▸ **Task objective**
Within the lines below, find those that hold the string "wrist" and copy each one.

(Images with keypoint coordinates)

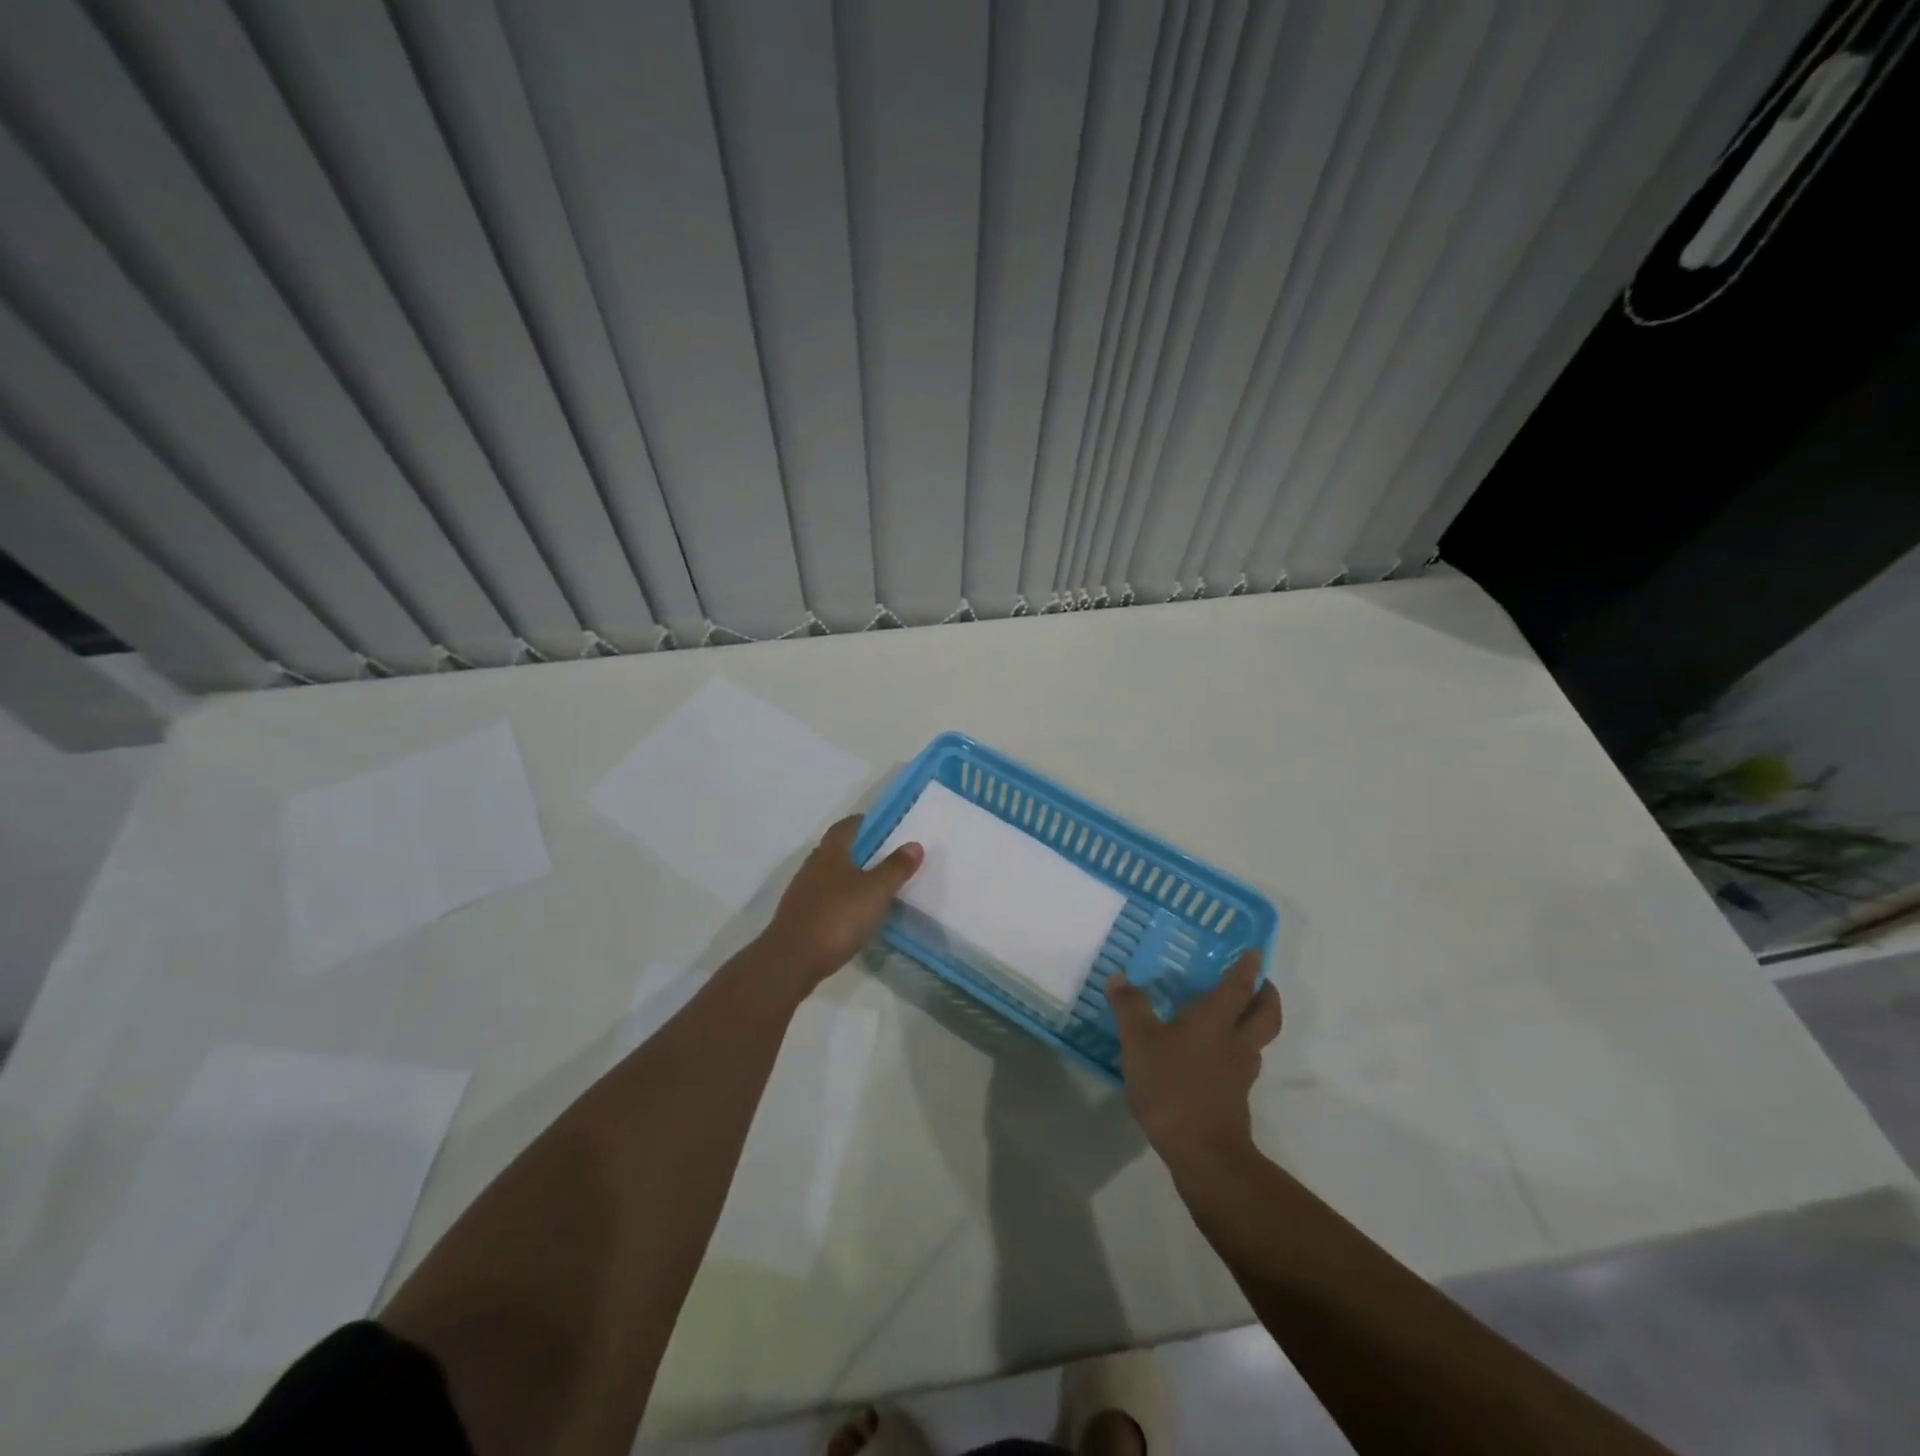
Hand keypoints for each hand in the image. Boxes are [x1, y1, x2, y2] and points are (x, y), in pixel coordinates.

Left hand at [759, 815, 921, 989]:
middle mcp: (812, 866)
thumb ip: (895, 868)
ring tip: (873, 886)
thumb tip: (914, 844)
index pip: (846, 826)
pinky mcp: (799, 916)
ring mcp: (802, 892)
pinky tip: (853, 914)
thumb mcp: (876, 891)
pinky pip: (824, 898)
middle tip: (885, 856)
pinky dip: (840, 899)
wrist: (792, 959)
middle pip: (836, 849)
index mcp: (830, 853)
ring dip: (849, 876)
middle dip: (859, 849)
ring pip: (829, 875)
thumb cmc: (837, 917)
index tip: (885, 827)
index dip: (865, 823)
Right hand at [1106, 951, 1281, 1169]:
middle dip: (1266, 996)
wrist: (1202, 1153)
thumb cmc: (1171, 1086)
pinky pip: (1241, 1064)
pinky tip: (1211, 1056)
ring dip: (1252, 1024)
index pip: (1238, 986)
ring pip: (1256, 1040)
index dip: (1248, 967)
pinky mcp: (1234, 1098)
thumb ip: (1129, 1007)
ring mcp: (1239, 1073)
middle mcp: (1235, 1042)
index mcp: (1215, 1020)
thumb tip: (1118, 977)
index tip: (1256, 952)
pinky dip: (1234, 1052)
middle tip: (1259, 983)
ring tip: (1232, 1016)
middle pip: (1265, 1015)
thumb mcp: (1139, 1041)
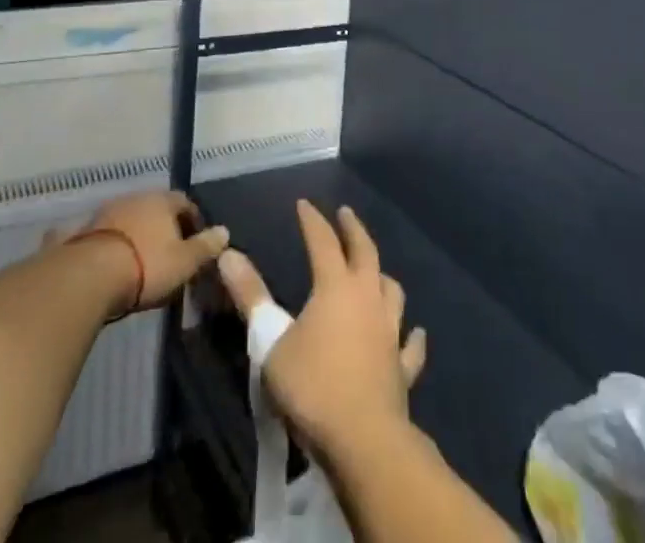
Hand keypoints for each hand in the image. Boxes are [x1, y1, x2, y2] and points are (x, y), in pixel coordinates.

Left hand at [83, 190, 229, 310]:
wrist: (91, 275)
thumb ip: (206, 246)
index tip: (197, 242)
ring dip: (140, 234)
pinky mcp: (87, 229)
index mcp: (162, 200)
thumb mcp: (184, 262)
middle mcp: (137, 197)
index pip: (185, 202)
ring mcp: (109, 210)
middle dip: (165, 227)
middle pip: (157, 208)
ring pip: (132, 219)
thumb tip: (224, 231)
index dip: (193, 221)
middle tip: (171, 252)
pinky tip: (118, 262)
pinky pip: (110, 233)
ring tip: (144, 260)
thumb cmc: (147, 265)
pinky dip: (118, 243)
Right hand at [216, 199, 426, 462]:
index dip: (312, 220)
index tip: (304, 203)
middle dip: (353, 230)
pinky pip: (411, 346)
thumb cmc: (312, 387)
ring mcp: (390, 332)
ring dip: (383, 277)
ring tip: (377, 271)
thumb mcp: (270, 342)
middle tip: (346, 214)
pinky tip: (416, 333)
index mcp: (335, 286)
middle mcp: (367, 298)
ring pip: (392, 291)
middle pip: (365, 252)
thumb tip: (228, 254)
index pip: (322, 241)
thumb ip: (251, 297)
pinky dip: (413, 337)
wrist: (363, 440)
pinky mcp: (402, 367)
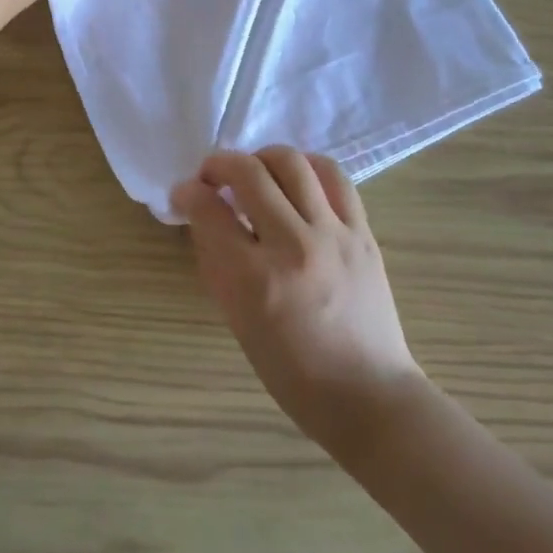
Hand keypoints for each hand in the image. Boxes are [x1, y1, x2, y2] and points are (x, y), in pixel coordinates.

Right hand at [173, 148, 429, 458]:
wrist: (368, 394)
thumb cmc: (293, 372)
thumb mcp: (238, 323)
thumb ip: (217, 264)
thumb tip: (203, 217)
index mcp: (255, 280)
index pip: (209, 210)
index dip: (187, 192)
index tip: (183, 192)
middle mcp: (294, 246)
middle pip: (248, 173)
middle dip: (218, 164)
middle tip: (211, 176)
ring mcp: (334, 235)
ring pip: (292, 163)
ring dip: (261, 158)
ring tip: (254, 173)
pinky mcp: (363, 232)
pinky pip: (333, 176)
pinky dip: (306, 166)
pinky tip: (295, 178)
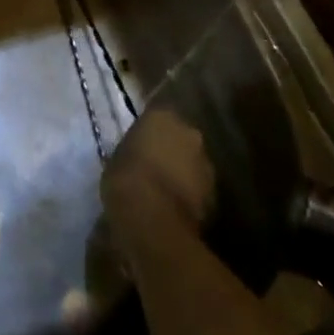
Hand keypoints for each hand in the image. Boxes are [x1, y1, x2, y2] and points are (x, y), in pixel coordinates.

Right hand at [103, 109, 216, 239]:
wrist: (151, 218)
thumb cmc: (125, 178)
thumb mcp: (118, 156)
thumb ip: (134, 149)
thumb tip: (138, 155)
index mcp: (162, 117)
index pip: (156, 117)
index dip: (148, 132)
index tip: (139, 144)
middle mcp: (189, 133)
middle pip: (180, 138)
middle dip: (170, 150)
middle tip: (153, 166)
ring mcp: (206, 164)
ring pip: (193, 164)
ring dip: (182, 173)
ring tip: (162, 191)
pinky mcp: (216, 195)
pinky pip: (199, 189)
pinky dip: (189, 195)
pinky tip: (173, 208)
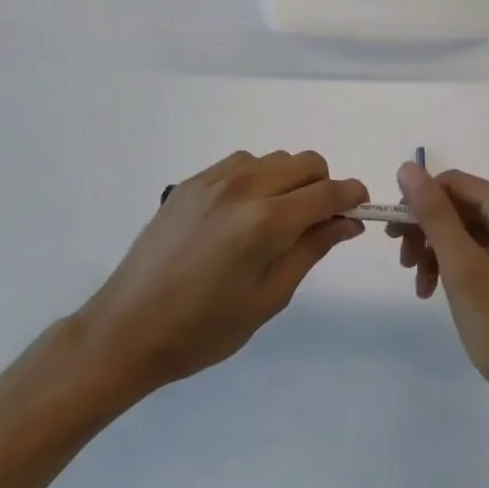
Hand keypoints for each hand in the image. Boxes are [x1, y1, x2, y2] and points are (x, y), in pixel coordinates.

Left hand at [76, 150, 364, 400]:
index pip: (327, 191)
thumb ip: (312, 250)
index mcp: (266, 220)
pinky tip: (244, 213)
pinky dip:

▸ **Answer**
wrist: (792, 959)
wrist: (1202, 1153)
wrist: (91, 275)
wrist: (363, 440)
wrist: (368, 394)
wrist: (151, 218)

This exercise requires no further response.